A política brasileira, marcada historicamente por disputas de poder, nem sempre caminha ao lado da justiça e da isonomia. O que vemos hoje em Pernambuco remete, inevitavelmente, ao passado recente do país. A governadora Raquel Lyra (PSD), primeira mulher a comandar o estado, enfrenta uma pressão crescente na Assembleia Legislativa de Pernambuco (Alepe), que parece ecoar os mesmos padrões de perseguição enfrentados por Dilma Rousseff na presidência da República. Ambos os casos têm algo em comum: homens em posição de poder utilizando os mecanismos institucionais como ferramentas de desgaste político contra lideranças femininas.
A ofensiva atual contra Raquel Lyra é liderada por ninguém menos que o presidente da Alepe, Álvaro Porto (PSDB), ex-aliado da governadora. Em uma articulação de 18 deputados, foi protocolado no dia 4 de agosto um pedido de abertura de Comissão Parlamentar de Inquérito (CPI) para investigar supostas irregularidades em contratos de publicidade do governo estadual. Embora CPIs sejam instrumentos legítimos da democracia, a forma como estão sendo conduzidas, e o timing político da ação, revelam uma tentativa clara de enfraquecer a governadora antes da disputa eleitoral de 2026, onde ela aparece como um nome competitivo.
A lembrança do ex-presidente da Câmara dos Deputados, Eduardo Cunha, é inevitável. Foi sob sua liderança que se iniciou o processo de impeachment contra Dilma Rousseff, em um movimento amplamente questionado por juristas, mas eficaz do ponto de vista político. Cunha terminou preso pela Operação Lava Jato, acusado de corrupção. Hoje, Álvaro Porto reproduz um roteiro semelhante em Pernambuco, mirando diretamente a imagem da governadora — que, ao contrário de Dilma em seu segundo mandato, ainda cumpre o primeiro mandato de uma gestão marcada por ajustes administrativos e enfrentamentos duros com grupos políticos que se habituaram a operar sem fiscalização.

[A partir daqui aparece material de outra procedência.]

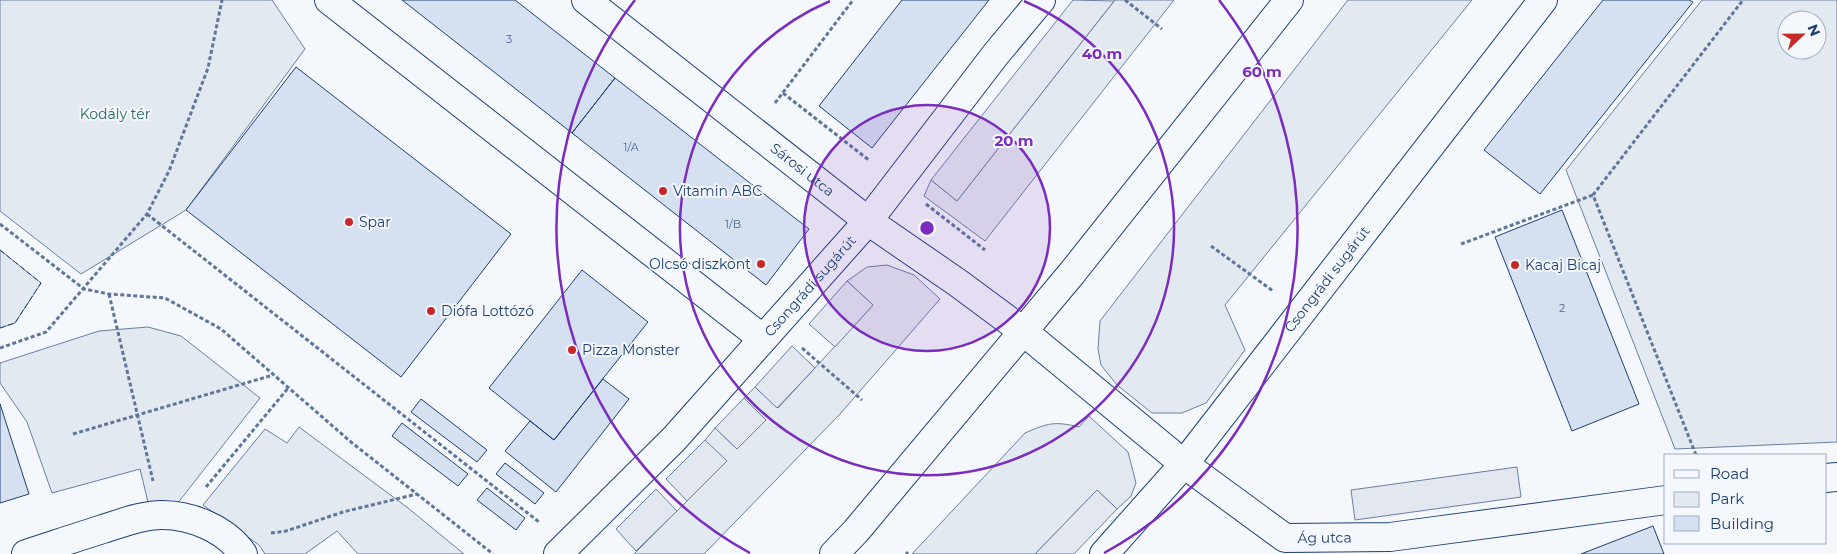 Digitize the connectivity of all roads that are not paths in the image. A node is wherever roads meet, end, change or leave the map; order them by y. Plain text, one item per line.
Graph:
1 (329, 0) edge
2 (586, 0) edge
3 (1040, 0) edge
4 (1289, 0) edge
5 (1543, 0) edge
6 (868, 221) junction
7 (769, 332) junction
8 (1024, 332) junction
9 (1184, 464) junction
10 (1664, 500) edge
11 (26, 554) edge
12 (242, 554) edge
13 (558, 554) edge
14 (834, 554) edge
15 (1104, 554) edge

1 - 7 street
2 - 6 street, Sárosi utca
3 - 6 street, Csongrádi sugárút
4 - 8 street
5 - 9 street, Csongrádi sugárút
6 - 7 street, Csongrádi sugárút
6 - 8 street, Sárosi utca
7 - 13 street, Csongrádi sugárút
8 - 9 street, Ág utca
8 - 14 street
9 - 10 street, Ág utca
9 - 15 street, Csongrádi sugárút
11 - 12 street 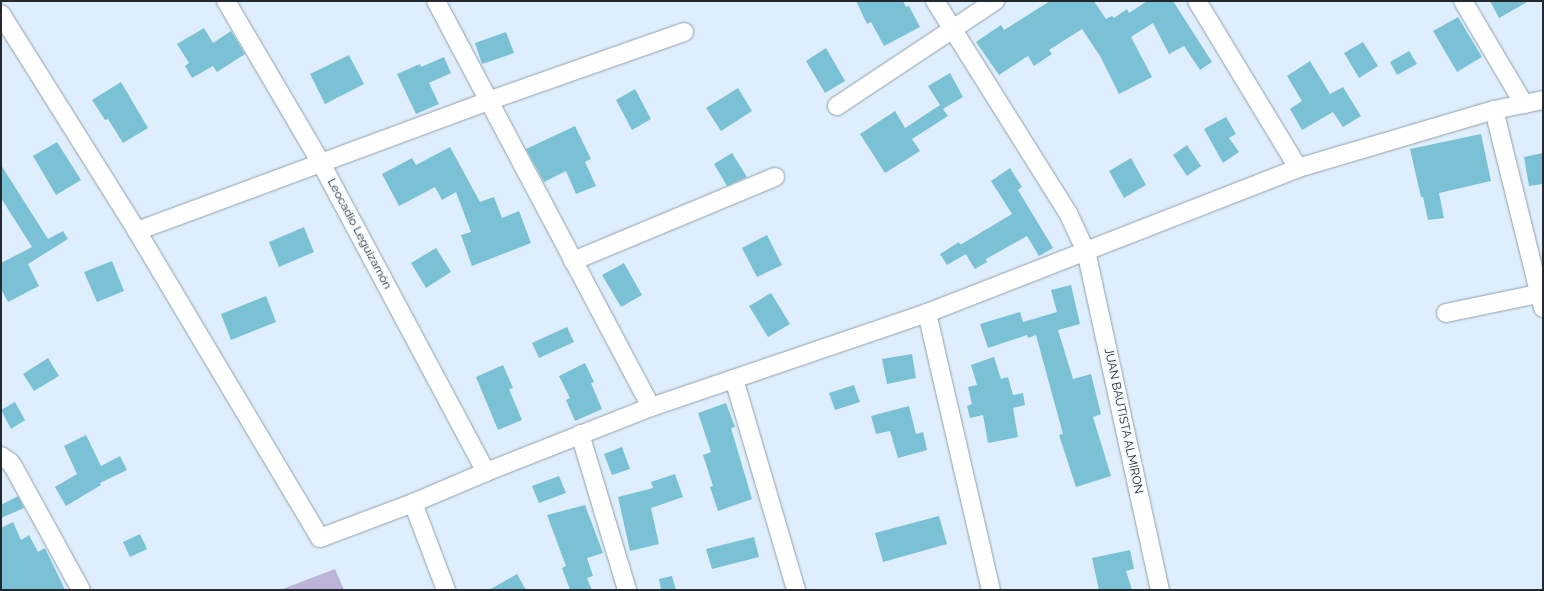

A tentativa de criar uma narrativa de escândalo envolvendo a publicidade institucional do governo, sem apresentar previamente qualquer evidência concreta de ilegalidade, levanta suspeitas sobre a real motivação da CPI. Seria zelo com o dinheiro público ou uma manobra para desgastar politicamente uma mulher que ousou não se curvar às pressões de grupos tradicionais da política pernambucana? O uso político das CPIs, embora previsto na legislação, se torna um problema grave quando transforma o parlamento em arena de vinganças e não de fiscalização legítima.
Raquel Lyra foi eleita democraticamente com votos de homens e mulheres que acreditaram em seu projeto de mudança. O desafio de governar um estado com tantas desigualdades já é por si só monumental. Quando somado à resistência misógina e ao jogo pesado de quem não aceita ver uma mulher no centro do poder, o cenário se torna ainda mais difícil. A governadora, entretanto, demonstra resiliência e articulação, fatores que a colocam em posição de protagonismo para 2026, o que talvez explique o desconforto de alguns setores.
O povo pernambucano não pode se deixar enganar. Fiscalizar é uma obrigação do legislativo, mas perseguir por conveniência política é uma afronta à democracia. Que a Alepe cumpra seu papel com responsabilidade, sem ceder a pressões eleitoreiras. E que Raquel Lyra, como primeira mulher a governar Pernambuco, não seja vítima do mesmo roteiro que tirou do poder a primeira mulher presidente do Brasil. O tempo mostrará quem está do lado da justiça e quem apenas joga o velho jogo do poder a qualquer custo.